**Task to carry out:** Show each line of the entries below in which the word "lane" appears.

**Records for processing:**
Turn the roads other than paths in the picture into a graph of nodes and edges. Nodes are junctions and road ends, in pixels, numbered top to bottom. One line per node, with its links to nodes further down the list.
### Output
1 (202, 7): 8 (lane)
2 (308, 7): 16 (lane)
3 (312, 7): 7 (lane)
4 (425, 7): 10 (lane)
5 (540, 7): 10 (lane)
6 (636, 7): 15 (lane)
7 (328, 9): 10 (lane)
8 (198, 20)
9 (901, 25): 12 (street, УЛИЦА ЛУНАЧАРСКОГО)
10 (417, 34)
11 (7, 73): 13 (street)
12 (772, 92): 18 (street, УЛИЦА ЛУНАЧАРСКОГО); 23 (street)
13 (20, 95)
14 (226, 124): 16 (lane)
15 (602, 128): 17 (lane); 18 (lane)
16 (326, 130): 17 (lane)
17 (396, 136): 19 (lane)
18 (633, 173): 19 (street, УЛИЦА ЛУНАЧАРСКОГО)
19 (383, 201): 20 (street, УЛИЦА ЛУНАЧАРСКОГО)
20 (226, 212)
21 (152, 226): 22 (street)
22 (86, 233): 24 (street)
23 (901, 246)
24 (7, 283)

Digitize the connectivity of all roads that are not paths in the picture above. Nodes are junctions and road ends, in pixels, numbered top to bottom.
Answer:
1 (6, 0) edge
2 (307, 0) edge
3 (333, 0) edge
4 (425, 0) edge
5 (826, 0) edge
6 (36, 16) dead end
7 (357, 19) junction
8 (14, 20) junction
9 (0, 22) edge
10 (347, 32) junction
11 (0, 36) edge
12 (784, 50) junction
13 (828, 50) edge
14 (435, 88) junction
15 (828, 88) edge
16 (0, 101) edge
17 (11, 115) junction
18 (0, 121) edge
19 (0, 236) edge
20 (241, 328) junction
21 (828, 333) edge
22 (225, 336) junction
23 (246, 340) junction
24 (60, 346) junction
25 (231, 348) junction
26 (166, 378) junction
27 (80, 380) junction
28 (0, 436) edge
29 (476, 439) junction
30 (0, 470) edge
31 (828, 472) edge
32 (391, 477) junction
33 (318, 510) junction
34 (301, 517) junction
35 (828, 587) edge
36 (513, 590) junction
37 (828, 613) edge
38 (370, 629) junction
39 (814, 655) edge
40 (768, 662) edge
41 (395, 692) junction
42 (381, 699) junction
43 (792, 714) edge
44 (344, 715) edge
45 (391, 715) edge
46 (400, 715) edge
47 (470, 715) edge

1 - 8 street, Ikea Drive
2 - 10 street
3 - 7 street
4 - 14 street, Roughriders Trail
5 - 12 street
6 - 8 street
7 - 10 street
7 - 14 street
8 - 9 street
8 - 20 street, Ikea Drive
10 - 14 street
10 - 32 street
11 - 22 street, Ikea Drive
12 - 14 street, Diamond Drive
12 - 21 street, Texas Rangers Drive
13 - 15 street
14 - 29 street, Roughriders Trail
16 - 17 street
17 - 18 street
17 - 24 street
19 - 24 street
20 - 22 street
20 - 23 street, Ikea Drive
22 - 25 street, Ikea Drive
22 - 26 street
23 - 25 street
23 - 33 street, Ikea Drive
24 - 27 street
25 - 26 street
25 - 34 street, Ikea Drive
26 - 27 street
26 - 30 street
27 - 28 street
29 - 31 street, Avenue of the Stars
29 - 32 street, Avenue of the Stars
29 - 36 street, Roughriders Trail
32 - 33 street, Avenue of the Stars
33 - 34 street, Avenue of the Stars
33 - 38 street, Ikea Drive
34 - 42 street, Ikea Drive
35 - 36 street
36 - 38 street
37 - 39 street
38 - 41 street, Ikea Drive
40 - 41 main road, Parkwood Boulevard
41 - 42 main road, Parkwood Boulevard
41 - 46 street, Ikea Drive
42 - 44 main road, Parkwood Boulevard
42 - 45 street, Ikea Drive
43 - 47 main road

**Reply to the task:**
1 (202, 7): 8 (lane)
2 (308, 7): 16 (lane)
3 (312, 7): 7 (lane)
4 (425, 7): 10 (lane)
5 (540, 7): 10 (lane)
6 (636, 7): 15 (lane)
7 (328, 9): 10 (lane)
14 (226, 124): 16 (lane)
15 (602, 128): 17 (lane); 18 (lane)
16 (326, 130): 17 (lane)
17 (396, 136): 19 (lane)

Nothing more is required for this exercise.